Areim became the majority owner of Sweden’s EcoDataCenter in 2018. The company’s facilities aim to minimise carbon emissions as of the design construction phase and operate on 100% renewable energy. With technology giants like Microsoft struggling to rein in and offset their ballooning greenhouse gas emissions there is growing demand for greater sustainability in the data centres that underpin the boom in AI.
Having acquired full ownership of EcoDataCenter in 2023, Areim intends to use the capital injection to expand its network of data centres. Leif Andersson, founder of Areim and Chairman of EcoDataCenter explains: “When we first decided to invest in EcoDataCenter, we saw the inherent potential in sustainable data centres to meet the rising demand for digital infrastructure. A lot has happened since, and data centres now form fundamental building blocks of this infrastructure, regardless of the data loads’ origins and use. We look forward to continuing to lead the development of data centres in the Nordics as the demand for digitalisation and AI keeps rising.”

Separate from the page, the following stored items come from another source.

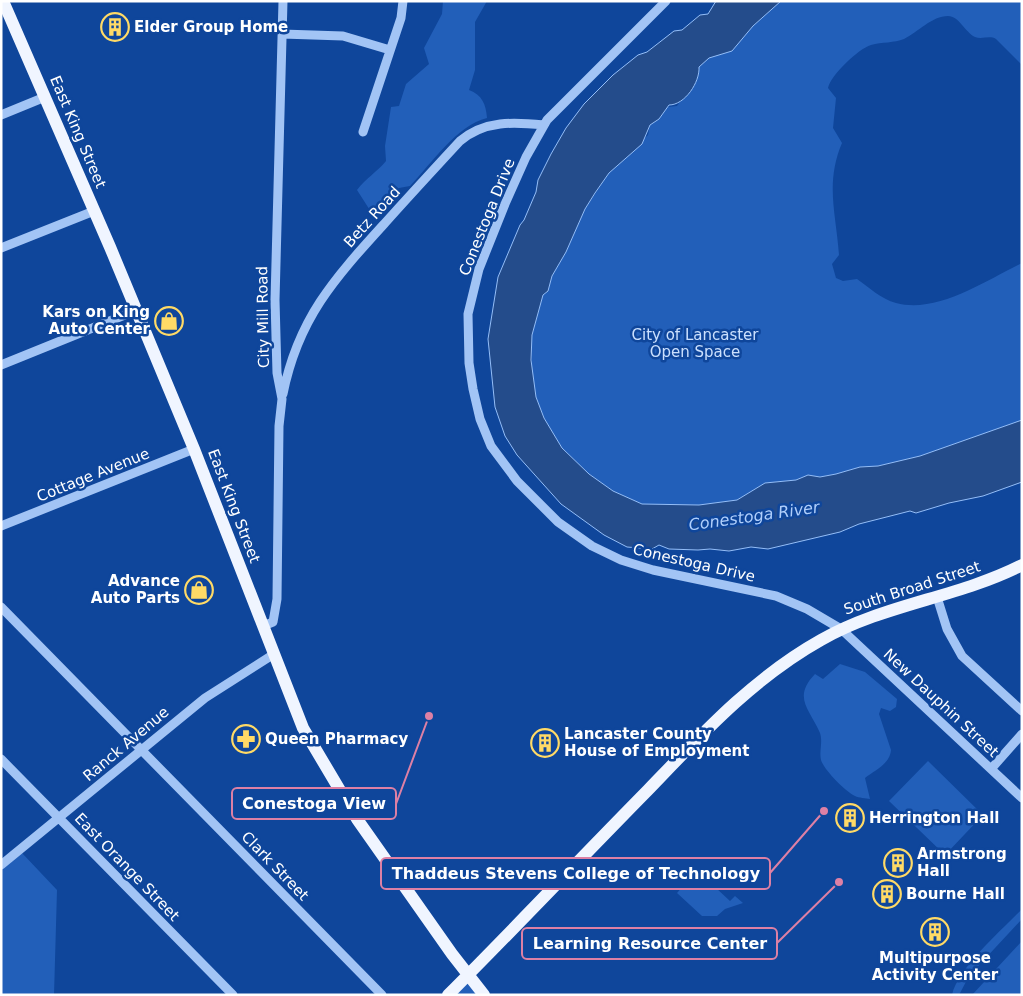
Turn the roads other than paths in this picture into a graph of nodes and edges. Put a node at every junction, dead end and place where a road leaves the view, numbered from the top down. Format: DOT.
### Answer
graph roads {
  1 [pos="3,1"];
  2 [pos="283,1"];
  3 [pos="403,1"];
  4 [pos="666,1"];
  5 [pos="282,34"];
  6 [pos="390,50"];
  7 [pos="45,97"];
  8 [pos="1,115"];
  9 [pos="544,125"];
  10 [pos="363,132"];
  11 [pos="94,211"];
  12 [pos="1,248"];
  13 [pos="137,310"];
  14 [pos="1,365"];
  15 [pos="282,399"];
  16 [pos="194,449"];
  17 [pos="1,526"];
  18 [pos="1022,565"];
  19 [pos="937,597"];
  20 [pos="1,607"];
  21 [pos="263,626"];
  22 [pos="841,629"];
  23 [pos="274,654"];
  24 [pos="1022,711"];
  25 [pos="1022,734"];
  26 [pos="141,749"];
  27 [pos="1,759"];
  28 [pos="991,769"];
  29 [pos="1022,798"];
  30 [pos="59,817"];
  31 [pos="1,865"];
  32 [pos="468,975"];
  33 [pos="233,995"];
  34 [pos="382,995"];
  35 [pos="448,995"];
  36 [pos="484,995"];
  1 -- 7 [label="main road, East King Street"];
  2 -- 5 [label="street, City Mill Road"];
  3 -- 6 [label="street"];
  4 -- 9 [label="street, Conestoga Drive"];
  5 -- 6 [label="street"];
  5 -- 15 [label="street, City Mill Road"];
  6 -- 10 [label="street"];
  7 -- 8 [label="street"];
  7 -- 11 [label="main road, East King Street"];
  9 -- 15 [label="street, Betz Road"];
  9 -- 22 [label="street, Conestoga Drive"];
  11 -- 12 [label="street"];
  11 -- 13 [label="main road, East King Street"];
  13 -- 14 [label="street"];
  13 -- 16 [label="main road, East King Street"];
  15 -- 21 [label="street, City Mill Road"];
  16 -- 17 [label="street, Cottage Avenue"];
  16 -- 21 [label="main road, East King Street"];
  18 -- 19 [label="main road, South Broad Street"];
  19 -- 22 [label="main road, South Broad Street"];
  19 -- 24 [label="street"];
  20 -- 26 [label="street, Clark Street"];
  21 -- 23 [label="main road, East King Street"];
  22 -- 28 [label="street, New Dauphin Street"];
  22 -- 32 [label="main road, South Broad Street"];
  23 -- 26 [label="street, Ranck Avenue"];
  23 -- 32 [label="main road, East King Street"];
  25 -- 28 [label="street"];
  26 -- 30 [label="street, Ranck Avenue"];
  26 -- 34 [label="street, Clark Street"];
  27 -- 30 [label="street, East Orange Street"];
  28 -- 29 [label="street, New Dauphin Street"];
  30 -- 31 [label="street, Ranck Avenue"];
  30 -- 33 [label="street, East Orange Street"];
  32 -- 35 [label="main road, South Broad Street"];
  32 -- 36 [label="main road, East King Street"];
}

According to Areim, the capital originates from Nordic and international institutional investors. Real assets have afforded investors uncorrelated, long-term return opportunities well-suited to pension funds and other buy-and-hold strategies. In recent years the asset class has gained additional sustainability credentials with the expansion of renewable energy plants and the digitalisation trend. The boom in demand generated by AI platforms has been such that even major fossil fuel producers have expressed interest in investing in lower carbon power plants dedicated to serving data centres. However, the plans put forward by the liked of Chevron and ExxonMobil rely on liquefied natural gas (LNG) coupled with carbon capture, use, and storage (CCuS), which most environmental organisations do not consider truly sustainable.
EcoDataCenter’s facilities operate on genuine renewable energy, heat reuse, and efficiency measures that according to external ratings provider EcoVadis place the company in the world’s top 1% in sustainability terms.